The building of the interstates, I-89 and I-91, in the late 1950’s and 1960’s ended that isolation and changed everything. It’s no good arguing any longer whether that was for the better or the worse because the change happened, and it's hard to imagine it otherwise.  But some changes are better thwarted, or killed at birth.

Lots of ideas get proposed because they are the thing of the moment, or because some other place has something that is judged to be really cool.  North Carolina began to build the Blue Ridge Parkway in 1936.  It must have been seen as a really cool thing, a marvel, years before everyone started owning not just one, but two or three cars. The very idea of driving on a highway like this evokes a 1950’s car ad (“Let’s go for a Sunday drive!”), engine purring as you drift over mountaintops with views to both sides, no traffic lights, no distractions.  Thrilling.  But now, not so much.  Today a highway on mountaintops may be seen for what it really is, an infringement on nature, every summit conquered by cars. The mountains themselves become less alluring.  You drive around curve after endless curve–not to even contemplate driving all 400-plus miles of it–and everything begins to look the same. Nature becomes boring


Is this really alluring? (From the Blue Ridge Parkway website).  Maybe if it was a trail...

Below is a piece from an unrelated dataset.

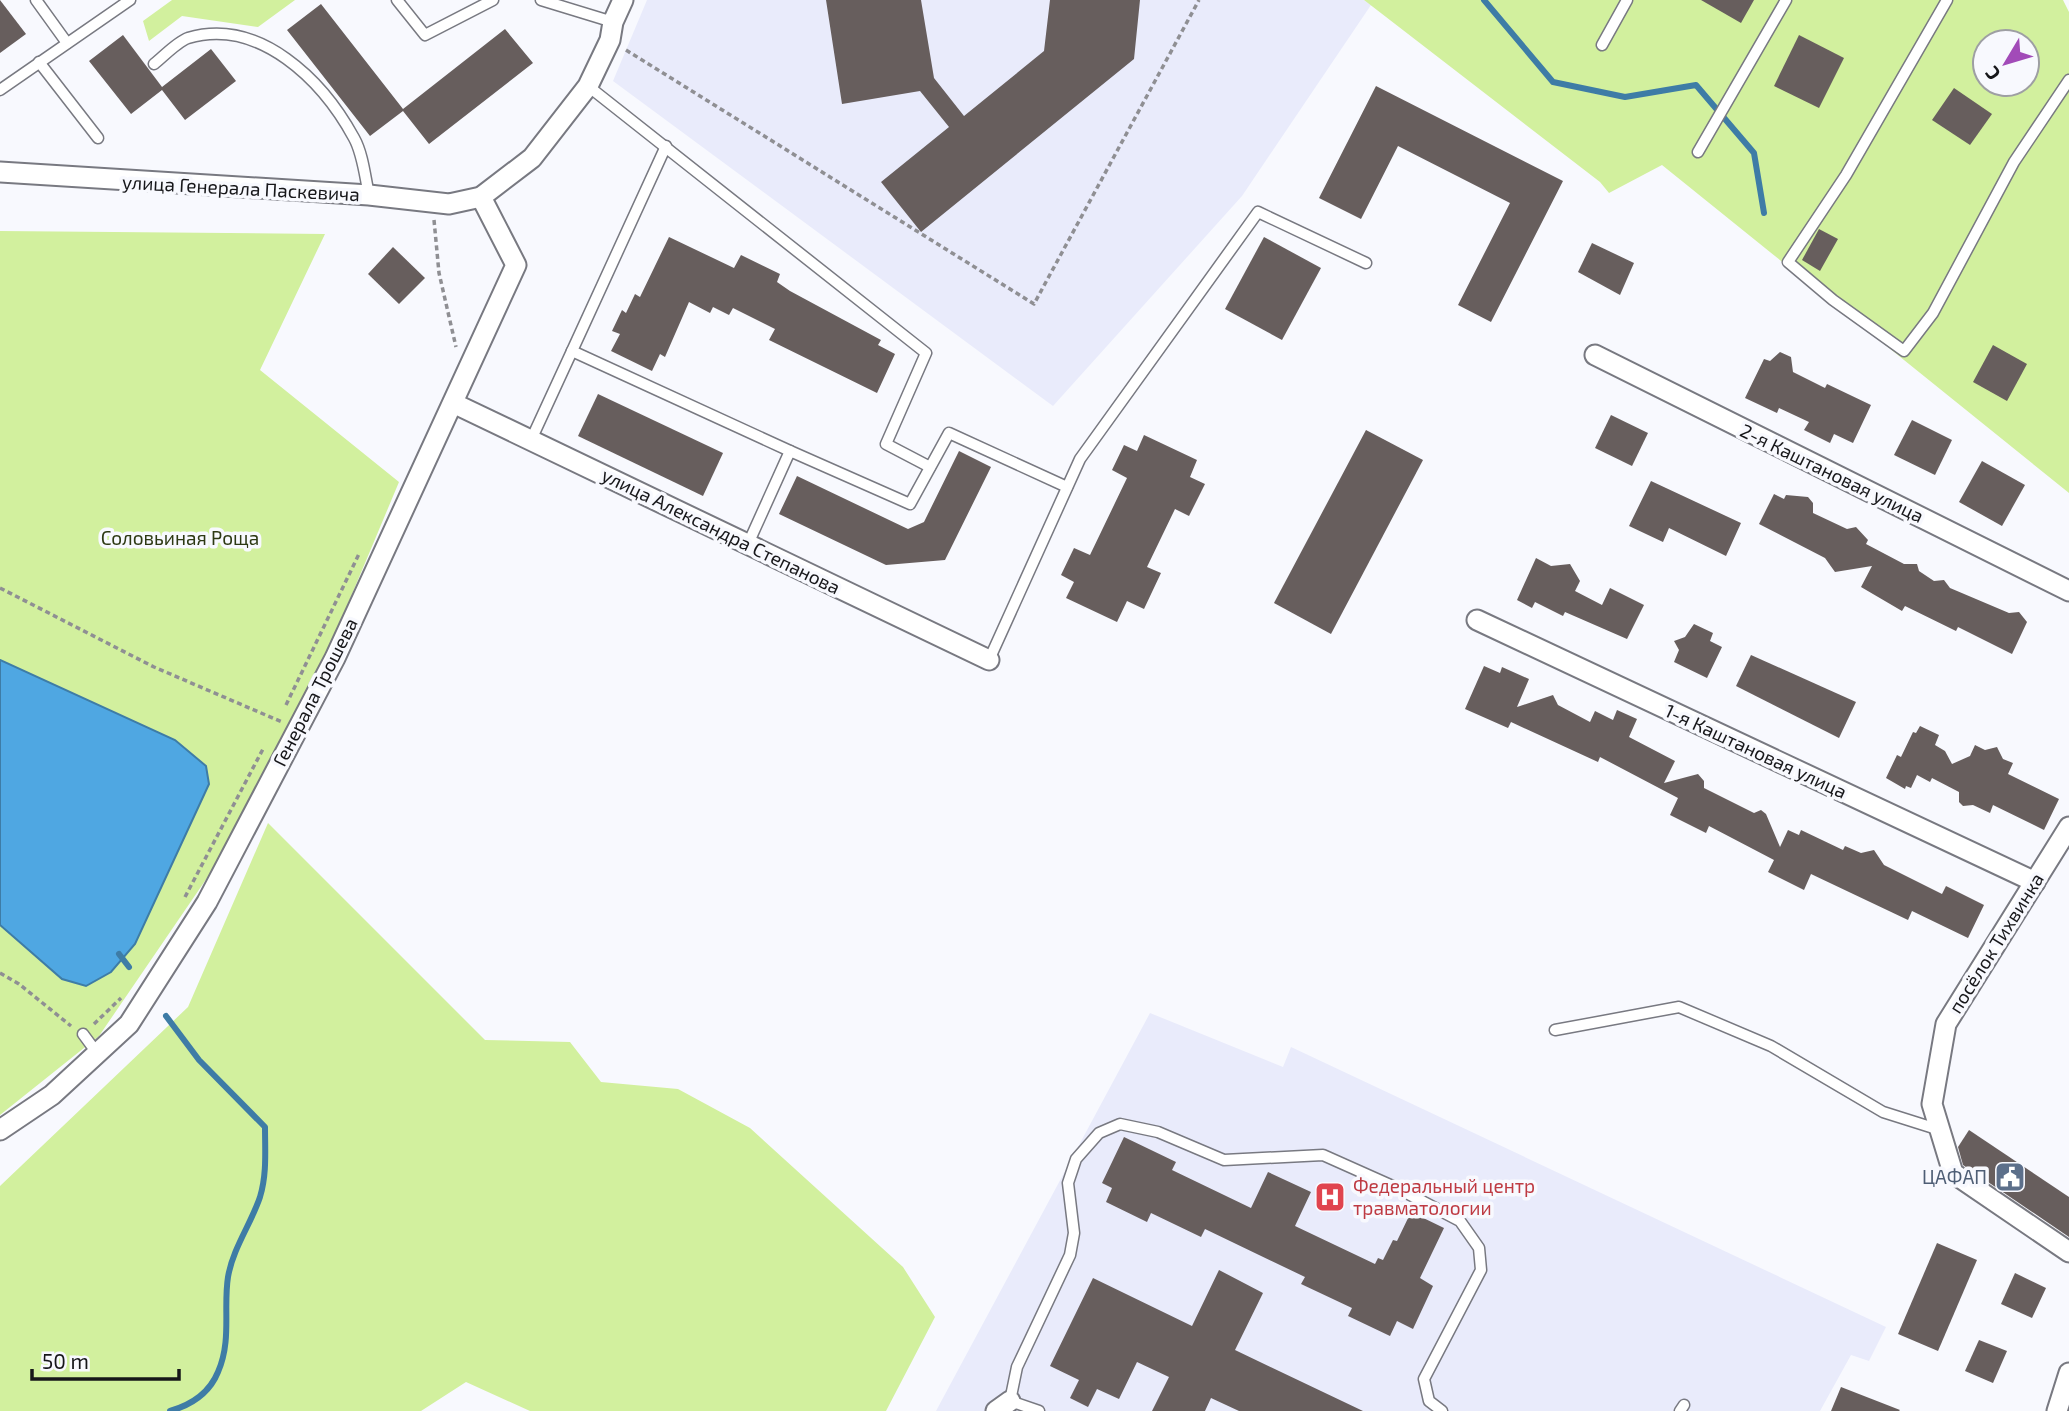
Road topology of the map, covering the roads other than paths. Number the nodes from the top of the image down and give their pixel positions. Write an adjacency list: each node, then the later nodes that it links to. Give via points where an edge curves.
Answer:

What a terrific idea, Vermont movers and shakers thought when they learned about the new Skyline Drive (first proposed in 1924) in Virginia and the Blue Ridge Parkway (proposed in 1935).  Imagine: driving on the mountaintops!  In 1935 Vermonters proposed the Green Mountain Parkway that would run the length of the state, a north-south road, just like the southern parkways.  The mountains of Vermont are not as gentle, however, as the mountains of Virginia or North Carolina, so it wouldn’t have traveled over, say, Camel’s Hump or Mount Mansfield summits without blasting them to pieces, but it might have come close.

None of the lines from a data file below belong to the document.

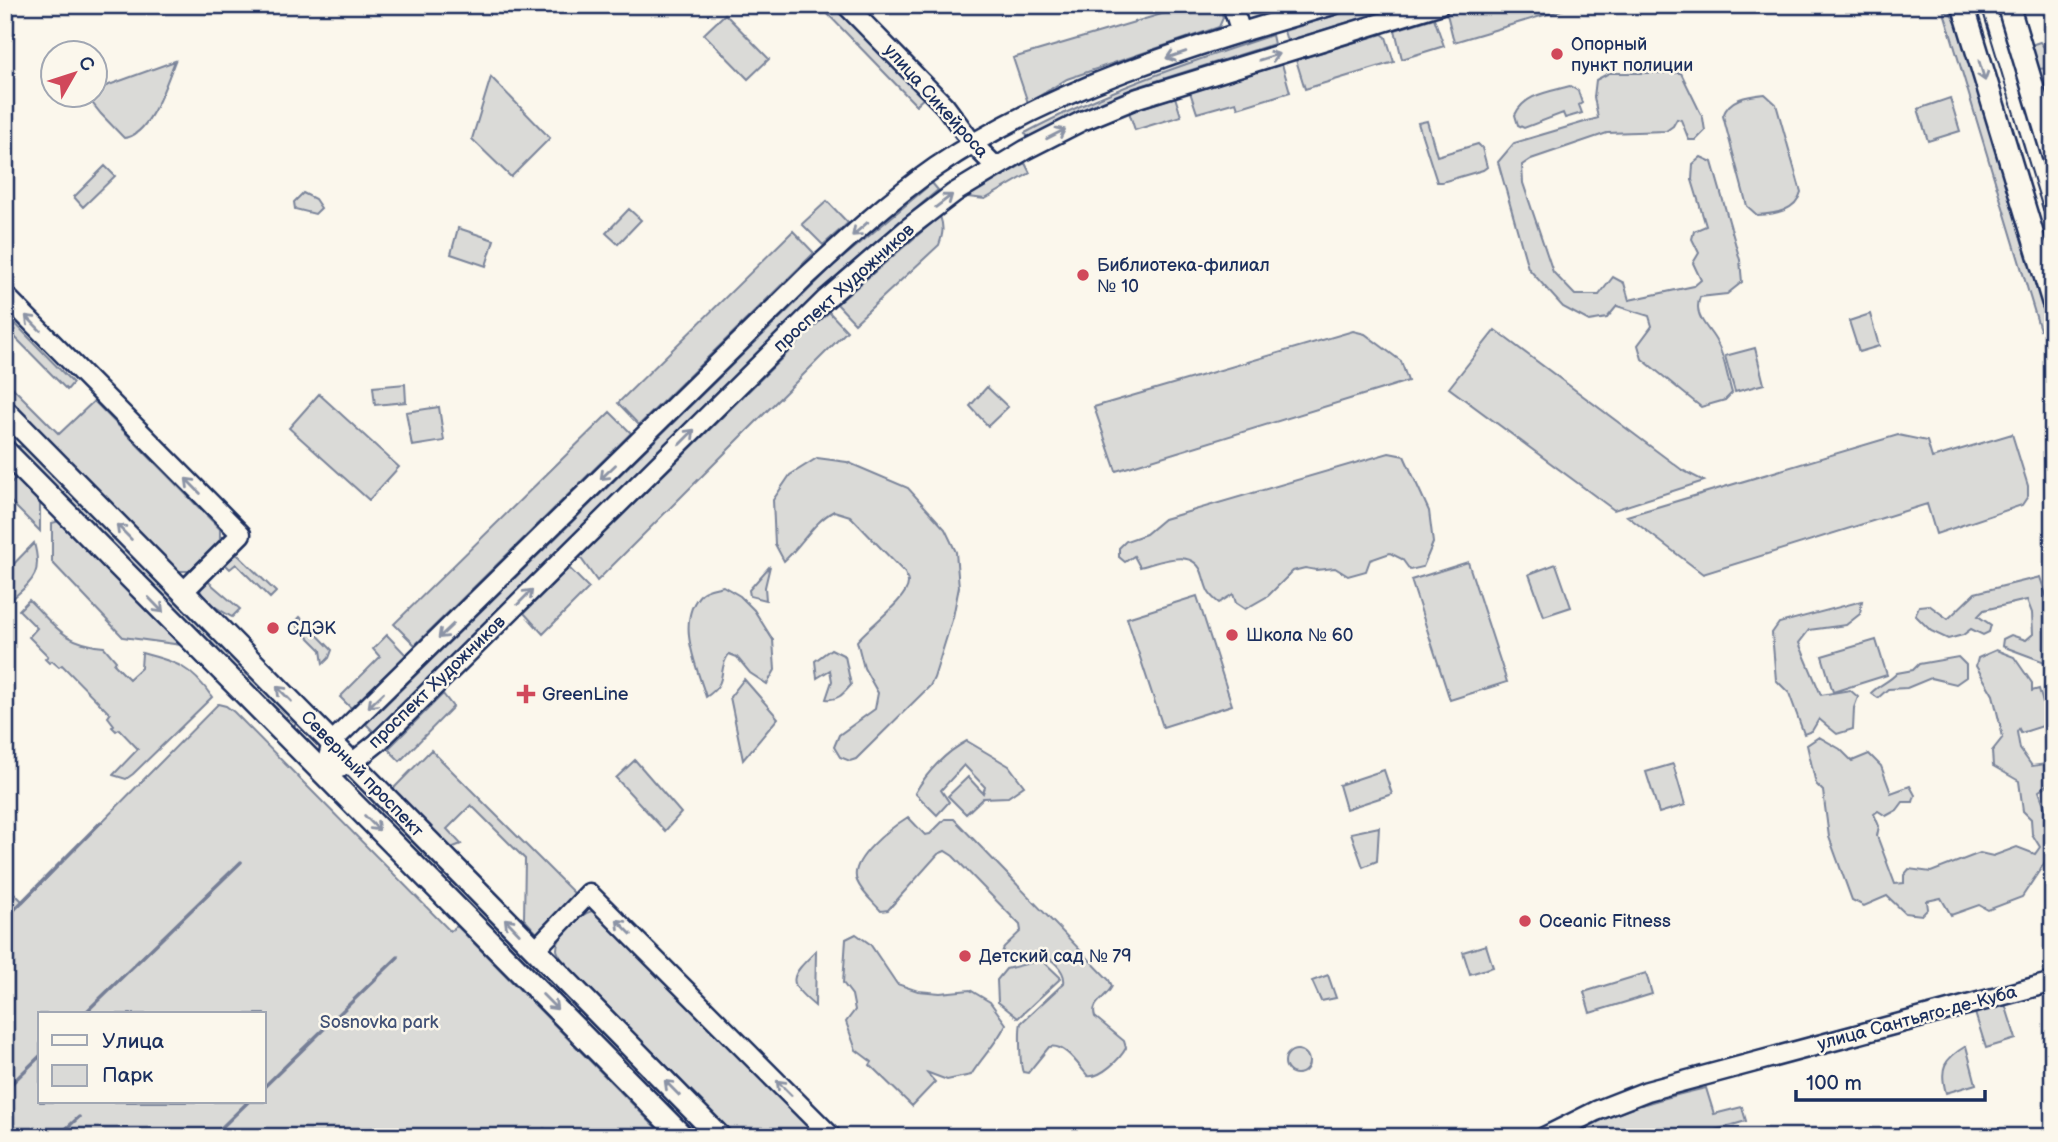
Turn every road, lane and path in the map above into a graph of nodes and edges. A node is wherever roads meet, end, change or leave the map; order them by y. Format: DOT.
graph roads {
  1 [pos="846,5"];
  2 [pos="861,5"];
  3 [pos="1233,5"];
  4 [pos="1333,5"];
  5 [pos="1439,5"];
  6 [pos="1963,5"];
  7 [pos="2008,5"];
  8 [pos="1241,32"];
  9 [pos="978,141"];
  10 [pos="2053,155"];
  11 [pos="995,166"];
  12 [pos="5,295"];
  13 [pos="2053,302"];
  14 [pos="5,411"];
  15 [pos="5,451"];
  16 [pos="183,592"];
  17 [pos="332,742"];
  18 [pos="352,763"];
  19 [pos="324,774"];
  20 [pos="535,950"];
  21 [pos="2053,982"];
  22 [pos="709,1132"];
  23 [pos="682,1137"];
  24 [pos="832,1137"];
  25 [pos="1544,1137"];
  1 -- 9 [label="street, улица Сикейроса"];
  2 -- 9 [label="street, улица Сикейроса"];
  3 -- 8 [label="street"];
  4 -- 8 [label="street, проспект Художников"];
  11 -- 5 [label="street, проспект Художников, one-way"];
  6 -- 13 [label="main road, one-way"];
  7 -- 10 [label="main road"];
  8 -- 9 [label="street, проспект Художников, one-way"];
  9 -- 11 [label="street, улица Сикейроса"];
  9 -- 17 [label="street, проспект Художников, one-way"];
  18 -- 11 [label="street, проспект Художников, one-way"];
  16 -- 12 [label="street, one-way"];
  16 -- 14 [label="main road, Северный проспект, one-way"];
  15 -- 19 [label="main road, Северный проспект, one-way"];
  17 -- 16 [label="main road, Северный проспект, one-way"];
  17 -- 18 [label="main road, Северный проспект"];
  17 -- 19 [label="street"];
  18 -- 19 [label="street, проспект Художников"];
  20 -- 18 [label="main road, Северный проспект, one-way"];
  19 -- 23 [label="main road, Северный проспект, one-way"];
  22 -- 20 [label="main road, Северный проспект, one-way"];
  24 -- 20 [label="street, one-way"];
  21 -- 25 [label="street, улица Сантьяго-де-Куба"];
}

The plan was defeated, though not exactly handily, in a state-wide referendum.  The issue was complicated, the forces for building were powerful, and it tore the populace apart.  It wasn't a question of good conservationists versus bad developers.  On the pro side were the progressives, those with "modern" views, who wanted Vermont to be more like the rest of the country, a view held by important people and entities, including the leading newspapers as well as the federal government. The prospect of jobs, 16,000 of them, so soon after the Great Depression, was not negligible.  On the other side was fear, fear of a road opening the state to "outsiders," fear of involvement of the federal government through its land-taking alongside the road, and a concern that the road would literally divide the state in two. The fear of outsiders was itself complicated, as "outsider" incorporated notions of difference and unsavory associations that linked to the prejudices of the day (and surely this day as well).  An article in Vermont Digger of March 2012 suggested there was more than a whiff of anti-Semitism woven through the opposition.  All those New York people, you know.  To assuage those who were worried about despoiling the land, and to help sell the idea, a special national park-like designation was proposed for the area where the road was to end, just below the summit of Jay Peak (and where, ironically, today we have a dramatically altered Jay Peak anyway, only for a ski resort.)

In retrospect it is pleasant to think that the conservationists won, and in hindsight I suppose one could say they did. 

And there is still only a trail at the back of the field.